**Action item**
Locate the string "function" in the records below. Copy every line where it occurs.

(Stored data entries)
* * *
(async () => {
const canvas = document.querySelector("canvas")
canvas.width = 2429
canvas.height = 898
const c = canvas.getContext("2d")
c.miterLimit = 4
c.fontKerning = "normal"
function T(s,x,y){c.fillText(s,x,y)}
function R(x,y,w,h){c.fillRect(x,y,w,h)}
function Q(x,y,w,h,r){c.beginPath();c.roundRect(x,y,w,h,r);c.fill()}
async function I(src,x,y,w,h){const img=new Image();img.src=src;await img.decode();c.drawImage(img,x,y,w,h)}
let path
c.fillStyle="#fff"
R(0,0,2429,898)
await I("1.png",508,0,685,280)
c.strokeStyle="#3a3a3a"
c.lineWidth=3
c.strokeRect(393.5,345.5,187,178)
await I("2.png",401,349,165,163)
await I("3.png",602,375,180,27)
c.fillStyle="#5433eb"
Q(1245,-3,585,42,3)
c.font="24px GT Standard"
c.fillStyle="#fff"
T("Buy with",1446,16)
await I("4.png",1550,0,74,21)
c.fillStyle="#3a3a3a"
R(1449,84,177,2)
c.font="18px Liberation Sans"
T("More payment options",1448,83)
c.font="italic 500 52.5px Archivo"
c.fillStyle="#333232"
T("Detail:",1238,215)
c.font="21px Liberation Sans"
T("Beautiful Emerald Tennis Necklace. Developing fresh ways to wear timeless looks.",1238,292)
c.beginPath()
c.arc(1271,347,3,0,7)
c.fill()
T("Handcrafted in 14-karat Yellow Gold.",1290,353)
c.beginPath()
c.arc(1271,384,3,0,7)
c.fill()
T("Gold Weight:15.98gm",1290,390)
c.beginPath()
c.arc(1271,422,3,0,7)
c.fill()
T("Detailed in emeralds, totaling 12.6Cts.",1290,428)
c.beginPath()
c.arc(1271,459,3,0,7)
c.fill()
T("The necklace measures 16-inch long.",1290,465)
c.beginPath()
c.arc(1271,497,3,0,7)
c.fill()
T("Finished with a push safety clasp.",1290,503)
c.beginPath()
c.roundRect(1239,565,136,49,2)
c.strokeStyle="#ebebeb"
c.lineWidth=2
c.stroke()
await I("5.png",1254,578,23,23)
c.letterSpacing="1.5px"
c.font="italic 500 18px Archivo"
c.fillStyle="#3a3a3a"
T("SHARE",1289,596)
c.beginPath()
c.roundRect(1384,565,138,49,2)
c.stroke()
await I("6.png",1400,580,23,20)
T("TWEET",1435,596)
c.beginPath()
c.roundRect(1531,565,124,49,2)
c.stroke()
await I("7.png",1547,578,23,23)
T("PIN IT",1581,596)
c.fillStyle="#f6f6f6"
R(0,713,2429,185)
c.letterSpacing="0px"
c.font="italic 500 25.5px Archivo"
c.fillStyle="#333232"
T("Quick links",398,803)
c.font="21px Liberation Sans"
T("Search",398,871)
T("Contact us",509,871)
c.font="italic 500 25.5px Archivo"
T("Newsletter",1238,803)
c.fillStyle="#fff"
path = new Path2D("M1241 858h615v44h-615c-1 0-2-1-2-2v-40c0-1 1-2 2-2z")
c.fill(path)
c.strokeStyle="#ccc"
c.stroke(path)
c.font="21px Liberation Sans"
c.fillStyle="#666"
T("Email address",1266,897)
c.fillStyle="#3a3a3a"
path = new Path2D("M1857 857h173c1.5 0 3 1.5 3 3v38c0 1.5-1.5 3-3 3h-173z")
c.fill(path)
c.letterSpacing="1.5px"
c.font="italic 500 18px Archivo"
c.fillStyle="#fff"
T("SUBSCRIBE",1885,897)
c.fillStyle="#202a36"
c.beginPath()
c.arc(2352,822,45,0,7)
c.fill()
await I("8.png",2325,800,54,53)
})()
* * *
**Result of the exercise**
function T(s,x,y){c.fillText(s,x,y)}
function R(x,y,w,h){c.fillRect(x,y,w,h)}
function Q(x,y,w,h,r){c.beginPath();c.roundRect(x,y,w,h,r);c.fill()}
async function I(src,x,y,w,h){const img=new Image();img.src=src;await img.decode();c.drawImage(img,x,y,w,h)}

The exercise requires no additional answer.